Porcine epidemic diarrhea virus (PEDV) causes an emerging and re-emerging coronavirus disease characterized by vomiting, acute diarrhea, dehydration, and up to 100% mortality in neonatal suckling piglets, leading to huge economic losses in the global swine industry. Vaccination remains the most promising and effective way to prevent and control PEDV. However, effective vaccines for PEDV are still under development. Understanding the genomic structure and function of PEDV and the influence of the viral components on innate immunity is essential for developing effective vaccines. In the current review, we systematically describe the recent developments in vaccine against PEDV and the roles of structural proteins, non-structural proteins and accessory proteins of PEDV in affecting viral virulence and regulating innate immunity, which will provide insight into the rational design of effective and safe vaccines for PEDV or other coronaviruses.
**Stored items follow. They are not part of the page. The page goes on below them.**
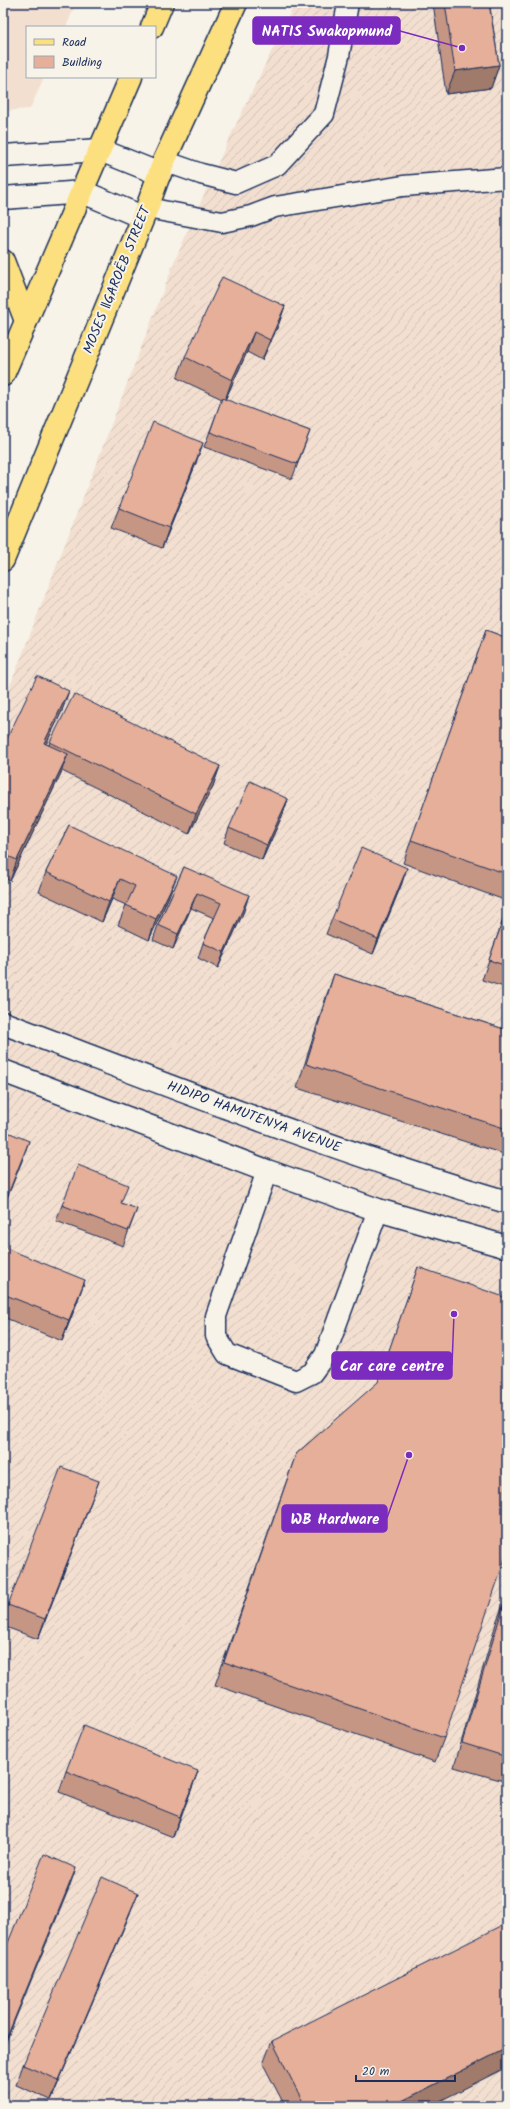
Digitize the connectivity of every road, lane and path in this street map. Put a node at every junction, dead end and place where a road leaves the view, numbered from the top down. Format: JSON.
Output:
{"nodes":[{"id":1,"x":162,"y":3,"type":"edge"},
{"id":2,"x":236,"y":3,"type":"edge"},
{"id":3,"x":348,"y":3,"type":"edge"},
{"id":4,"x":152,"y":26,"type":"edge"},
{"id":5,"x":131,"y":78,"type":"edge"},
{"id":6,"x":100,"y":150,"type":"junction"},
{"id":7,"x":3,"y":156,"type":"edge"},
{"id":8,"x":162,"y":168,"type":"junction"},
{"id":9,"x":507,"y":178,"type":"edge"},
{"id":10,"x":83,"y":192,"type":"junction"},
{"id":11,"x":3,"y":198,"type":"edge"},
{"id":12,"x":145,"y":212,"type":"junction"},
{"id":13,"x":3,"y":261,"type":"edge"},
{"id":14,"x":26,"y":321,"type":"junction"},
{"id":15,"x":3,"y":376,"type":"edge"},
{"id":16,"x":3,"y":560,"type":"edge"},
{"id":17,"x":3,"y":1023,"type":"edge"},
{"id":18,"x":3,"y":1071,"type":"edge"},
{"id":19,"x":267,"y":1171,"type":"junction"},
{"id":20,"x":507,"y":1202,"type":"edge"},
{"id":21,"x":378,"y":1210,"type":"junction"},
{"id":22,"x":507,"y":1247,"type":"edge"}],
"edges":[{"from":1,"to":4,"type":"main road"},
{"from":2,"to":8,"type":"main road","name":"MOSES ǁGAROËB STREET"},
{"from":3,"to":8,"type":"lane"},
{"from":5,"to":6,"type":"main road"},
{"from":6,"to":7,"type":"street"},
{"from":6,"to":8,"type":"street"},
{"from":6,"to":10,"type":"main road"},
{"from":8,"to":12,"type":"main road","name":"MOSES ǁGAROËB STREET"},
{"from":9,"to":12,"type":"lane"},
{"from":10,"to":11,"type":"street"},
{"from":10,"to":12,"type":"street"},
{"from":10,"to":14,"type":"main road"},
{"from":12,"to":16,"type":"main road","name":"MOSES ǁGAROËB STREET"},
{"from":13,"to":14,"type":"main road"},
{"from":14,"to":15,"type":"main road"},
{"from":17,"to":20,"type":"street","name":"HIDIPO HAMUTENYA AVENUE"},
{"from":18,"to":19,"type":"street"},
{"from":19,"to":21,"type":"street"},
{"from":19,"to":21,"type":"lane"},
{"from":21,"to":22,"type":"street"}]}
Keywords: Genetics; Porcine epidemic diarrhea virus; Vaccine; Virulence.

Fig. 1

(a) Schematic structure of the virion of PEDV. (b) Schematic diagram of the genome of PEDV. Structural proteins, including spike (S), envelope (E), membrane (M) and nucleocapsid (N) proteins, as well as accessory proteins ORF3 and non-structural proteins derived from ppl1ab, including nsp1-16, papain-like proteinase (PLpro, nsp3), 3C-like proteinase (3CLpro, nsp5), RNA-dependent RNA polymerase (RdRp, nsp12), 5′-to-3′ Helicase (HEL, nsp13), exoribonuclease (ExoN, nsp14), endoribonuclease (EndoU, nsp15), 2′-O-methyltransferases (2′-O-MTase, nsp16). Spike protein, including signal peptide (SP, 1–18 aa), sialic acid-binding region (SIA, 19–233 aa), core neutralizing epitope (COE, 499–638 aa), fusion peptide (FP, 891–908 aa), heptad repeat domain (HR1, 978–1117 aa and HR2, 1274–1313 aa), transmembrane domain (TM, 1328–1350 aa), and cytoplasmic domain (CP, 1351–1386 aa).